Shortly after Ann Jr. was afflicted, Lewis began showing signs of affliction as well. She eventually accused nine people of witchcraft and testified in 16 cases, including that of Rev. George Burroughs, a former minister of Salem Village who had relocated to Casco Bay, where Lewis had briefly worked for him as a servant. Lewis’ experiences, along with her uncertain future as an orphaned servant and her connection with the Putnam family, could have played a role in her actions.
In his book A Storm of Witchcraft: The Salem Trial and the American Experience, historian Emerson W. Baker argues that Lewis and other accusers “may have been suffering from what we now recognize as post-traumatic stress syndrome,” writes Baker. After the trials ended, Lewis gave birth to an illegitimate child; she married in 1701 and moved to Boston with her husband and child.
Mary Warren
At 20, Mary Warren worked as a servant in the household of John and Elizabeth Proctor. Though she began showing signs of affliction early in the crisis, she apparently recovered after John Proctor, an outspoken critic of the witch trials, threatened to beat her. Soon after that, Warren herself was accused of witchcraft.

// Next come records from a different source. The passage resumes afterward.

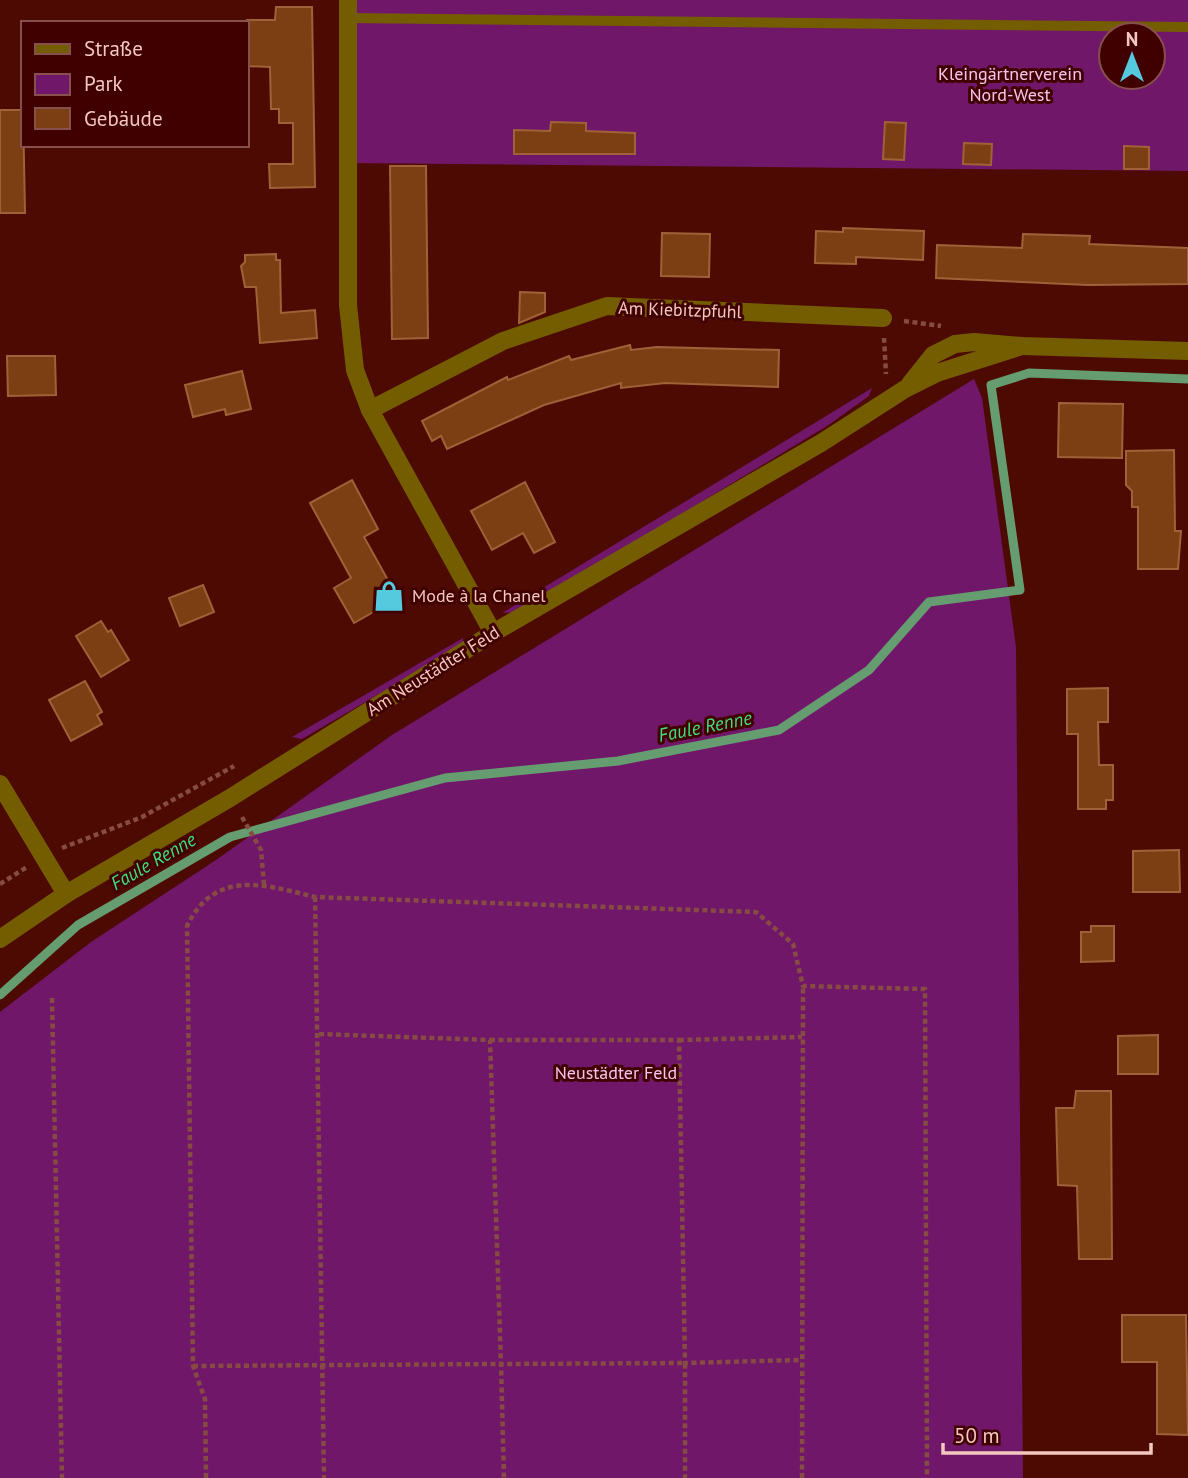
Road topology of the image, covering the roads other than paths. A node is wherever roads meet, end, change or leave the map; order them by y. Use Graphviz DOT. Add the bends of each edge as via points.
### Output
graph roads {
  1 [pos="348,9"];
  2 [pos="1188,27"];
  3 [pos="883,318"];
  4 [pos="1022,346"];
  5 [pos="1188,351"];
  6 [pos="905,389"];
  7 [pos="370,410"];
  8 [pos="493,633"];
  9 [pos="0,784"];
  10 [pos="66,894"];
  11 [pos="0,939"];
  1 -- 2 [label="lane"];
  1 -- 7 [label="street" via="348,305 355,370"];
  3 -- 7 [label="street, Am Kiebitzpfuhl" via="607,306 503,341"];
  4 -- 5 [label="street, Am Neustädter Feld"];
  4 -- 6 [label="street, Am Neustädter Feld" via="937,373"];
  4 -- 6 [label="street, Am Neustädter Feld" via="955,344 933,355"];
  6 -- 8 [label="street, Am Neustädter Feld" via="821,443"];
  7 -- 8 [label="street"];
  8 -- 10 [label="street, Am Neustädter Feld" via="230,798"];
  9 -- 10 [label="street"];
  10 -- 11 [label="street, Am Neustädter Feld"];
}
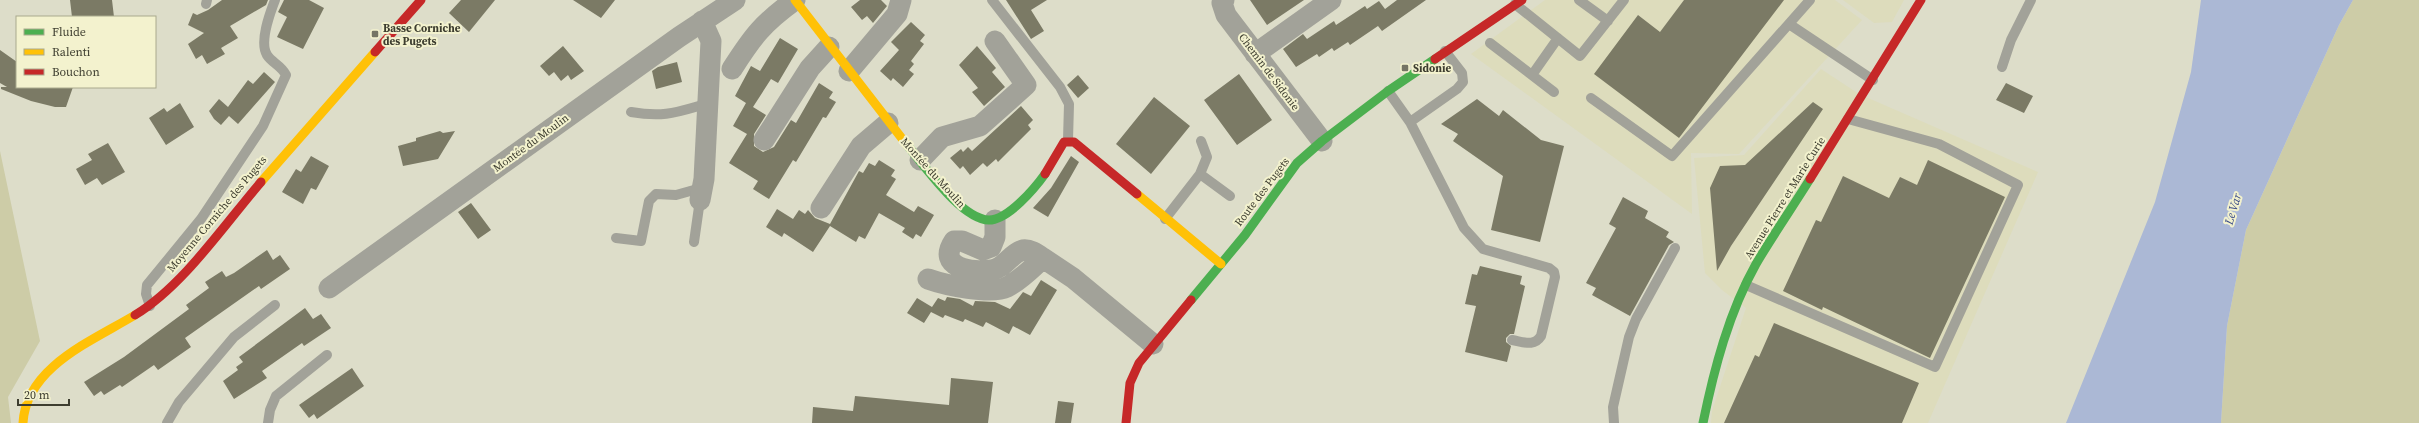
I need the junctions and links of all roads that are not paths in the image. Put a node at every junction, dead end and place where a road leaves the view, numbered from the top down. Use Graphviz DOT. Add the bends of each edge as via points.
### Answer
graph roads {
  1 [pos="275,0"];
  2 [pos="735,0"];
  3 [pos="795,0"];
  4 [pos="901,0"];
  5 [pos="992,0"];
  6 [pos="1224,0"];
  7 [pos="1331,0"];
  8 [pos="1579,0"];
  9 [pos="1624,0"];
  10 [pos="1810,0"];
  11 [pos="1921,0"];
  12 [pos="2031,0"];
  13 [pos="1519,2"];
  14 [pos="411,4"];
  15 [pos="1608,21"];
  16 [pos="702,22"];
  17 [pos="1789,24"];
  18 [pos="1558,38"];
  19 [pos="995,41"];
  20 [pos="1490,43"];
  21 [pos="829,47"];
  22 [pos="1445,51"];
  23 [pos="1255,54"];
  24 [pos="2002,67"];
  25 [pos="732,69"];
  26 [pos="849,71"];
  27 [pos="1532,75"];
  28 [pos="1873,80"];
  29 [pos="1388,91"];
  30 [pos="1554,92"];
  31 [pos="1591,98"];
  32 [pos="709,103"];
  33 [pos="631,112"];
  34 [pos="1848,119"];
  35 [pos="1410,122"];
  36 [pos="888,123"];
  37 [pos="764,140"];
  38 [pos="1068,140"];
  39 [pos="1201,141"];
  40 [pos="1322,141"];
  41 [pos="920,160"];
  42 [pos="1200,174"];
  43 [pos="700,194"];
  44 [pos="1230,196"];
  45 [pos="821,208"];
  46 [pos="1165,219"];
  47 [pos="995,220"];
  48 [pos="616,238"];
  49 [pos="694,242"];
  50 [pos="1675,248"];
  51 [pos="1043,258"];
  52 [pos="1222,264"];
  53 [pos="928,280"];
  54 [pos="1746,285"];
  55 [pos="329,288"];
  56 [pos="275,304"];
  57 [pos="150,306"];
  58 [pos="1512,340"];
  59 [pos="1152,344"];
  60 [pos="327,355"];
  61 [pos="23,423"];
  62 [pos="167,423"];
  63 [pos="268,423"];
  64 [pos="1126,423"];
  65 [pos="1614,423"];
  66 [pos="1703,423"];
  1 -- 57 [label="lane" via="267,21 265,50 268,56 282,67 286,75 277,98 263,126 201,219 148,285 146,294"];
  2 -- 16 [label="street, Montée du Moulin"];
  3 -- 21 [label="street, Montée du Moulin"];
  3 -- 25 [label="street" via="753,35"];
  4 -- 26 [label="street" via="897,14"];
  5 -- 38 [label="lane" via="1060,87 1069,104"];
  6 -- 23 [label="street, Chemin de Sidonie" via="1222,3 1226,16"];
  7 -- 23 [label="street"];
  8 -- 15 [label="lane"];
  9 -- 15 [label="lane"];
  10 -- 17 [label="lane"];
  11 -- 28 [label="street, Avenue Pierre et Marie Curie"];
  12 -- 24 [label="lane" via="2011,40"];
  13 -- 18 [label="lane"];
  13 -- 22 [label="street, Route des Pugets"];
  14 -- 57 [label="street, Moyenne Corniche des Pugets" via="189,268"];
  15 -- 18 [label="lane" via="1580,56"];
  16 -- 32 [label="street" via="711,42"];
  16 -- 55 [label="street, Montée du Moulin"];
  17 -- 28 [label="lane"];
  17 -- 31 [label="lane" via="1672,156"];
  18 -- 27 [label="lane"];
  19 -- 41 [label="street" via="1026,85 980,126 942,137"];
  20 -- 27 [label="lane"];
  21 -- 26 [label="street, Montée du Moulin"];
  21 -- 37 [label="street" via="810,68"];
  22 -- 29 [label="street, Route des Pugets"];
  22 -- 35 [label="lane" via="1462,73 1463,82 1457,90"];
  23 -- 40 [label="street, Chemin de Sidonie"];
  26 -- 36 [label="street, Montée du Moulin"];
  27 -- 30 [label="lane"];
  28 -- 34 [label="street, Avenue Pierre et Marie Curie"];
  29 -- 35 [label="lane"];
  29 -- 40 [label="street, Route des Pugets"];
  32 -- 33 [label="lane" via="673,114 654,116"];
  32 -- 43 [label="street" via="704,179"];
  34 -- 54 [label="street, Avenue Pierre et Marie Curie" via="1771,238"];
  34 -- 54 [label="lane" via="1938,144 2018,185 1935,367"];
  35 -- 58 [label="lane" via="1464,228 1473,239 1484,249 1549,268 1554,272 1541,336 1537,342 1531,343"];
  36 -- 41 [label="street, Montée du Moulin"];
  36 -- 45 [label="street" via="861,146"];
  38 -- 46 [label="street" via="1074,142"];
  38 -- 47 [label="street" via="1064,142 1032,193"];
  39 -- 42 [label="lane" via="1207,157"];
  40 -- 52 [label="street, Route des Pugets" via="1297,163"];
  41 -- 47 [label="street, Montée du Moulin" via="956,202 984,219"];
  42 -- 44 [label="lane"];
  42 -- 46 [label="lane"];
  43 -- 48 [label="lane" via="656,194 649,201 641,241"];
  43 -- 49 [label="lane"];
  46 -- 52 [label="street"];
  47 -- 51 [label="street" via="995,237 991,247 983,250 962,241 954,241 948,257 953,264 967,269 992,270 1001,267 1022,250 1030,250"];
  50 -- 65 [label="lane" via="1636,318 1629,337 1613,407"];
  51 -- 53 [label="street" via="1006,288 995,290"];
  51 -- 59 [label="street" via="1073,278"];
  52 -- 59 [label="street, Route des Pugets"];
  54 -- 66 [label="street, Avenue Pierre et Marie Curie" via="1716,364"];
  56 -- 62 [label="lane" via="234,337 179,402"];
  57 -- 61 [label="street, Moyenne Corniche des Pugets" via="55,364 32,390 24,406"];
  59 -- 64 [label="street, Route des Pugets" via="1130,383"];
  60 -- 63 [label="lane" via="276,396"];
}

Brought before the judges in April 1692, she was confronted with her past statement that the “afflicted persons did but dissemble,” or fake their symptoms. In response, the afflicted in the courtroom went into severe fits, and Warren responded with similar behavior. She later rejoined the ranks of the accusers and testified against the Proctors, whom she claimed had tricked her into signing the devil’s book, and numerous other accused witches. Warren’s fate after the trials is unknown.